BEGIN EXERCISE MATERIALS

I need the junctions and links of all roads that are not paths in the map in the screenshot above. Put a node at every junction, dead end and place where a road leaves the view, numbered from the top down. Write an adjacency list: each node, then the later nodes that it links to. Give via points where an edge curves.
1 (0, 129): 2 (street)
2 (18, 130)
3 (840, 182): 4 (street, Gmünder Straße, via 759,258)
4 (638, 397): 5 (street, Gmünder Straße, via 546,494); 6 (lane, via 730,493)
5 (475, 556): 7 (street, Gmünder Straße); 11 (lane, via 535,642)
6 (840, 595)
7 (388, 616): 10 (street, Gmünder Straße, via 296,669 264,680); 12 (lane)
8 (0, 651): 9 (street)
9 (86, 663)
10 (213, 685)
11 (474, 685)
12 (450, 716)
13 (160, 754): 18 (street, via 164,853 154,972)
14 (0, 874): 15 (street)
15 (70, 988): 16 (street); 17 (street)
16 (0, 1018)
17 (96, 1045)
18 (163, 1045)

END EXERCISE MATERIALS

**EXERCISE INSTRUCTIONS**
Would you please restate all of the entries exactly?

**COMPLETED TASK**
I need the junctions and links of all roads that are not paths in the map in the screenshot above. Put a node at every junction, dead end and place where a road leaves the view, numbered from the top down. Write an adjacency list: each node, then the later nodes that it links to. Give via points where an edge curves.
1 (0, 129): 2 (street)
2 (18, 130)
3 (840, 182): 4 (street, Gmünder Straße, via 759,258)
4 (638, 397): 5 (street, Gmünder Straße, via 546,494); 6 (lane, via 730,493)
5 (475, 556): 7 (street, Gmünder Straße); 11 (lane, via 535,642)
6 (840, 595)
7 (388, 616): 10 (street, Gmünder Straße, via 296,669 264,680); 12 (lane)
8 (0, 651): 9 (street)
9 (86, 663)
10 (213, 685)
11 (474, 685)
12 (450, 716)
13 (160, 754): 18 (street, via 164,853 154,972)
14 (0, 874): 15 (street)
15 (70, 988): 16 (street); 17 (street)
16 (0, 1018)
17 (96, 1045)
18 (163, 1045)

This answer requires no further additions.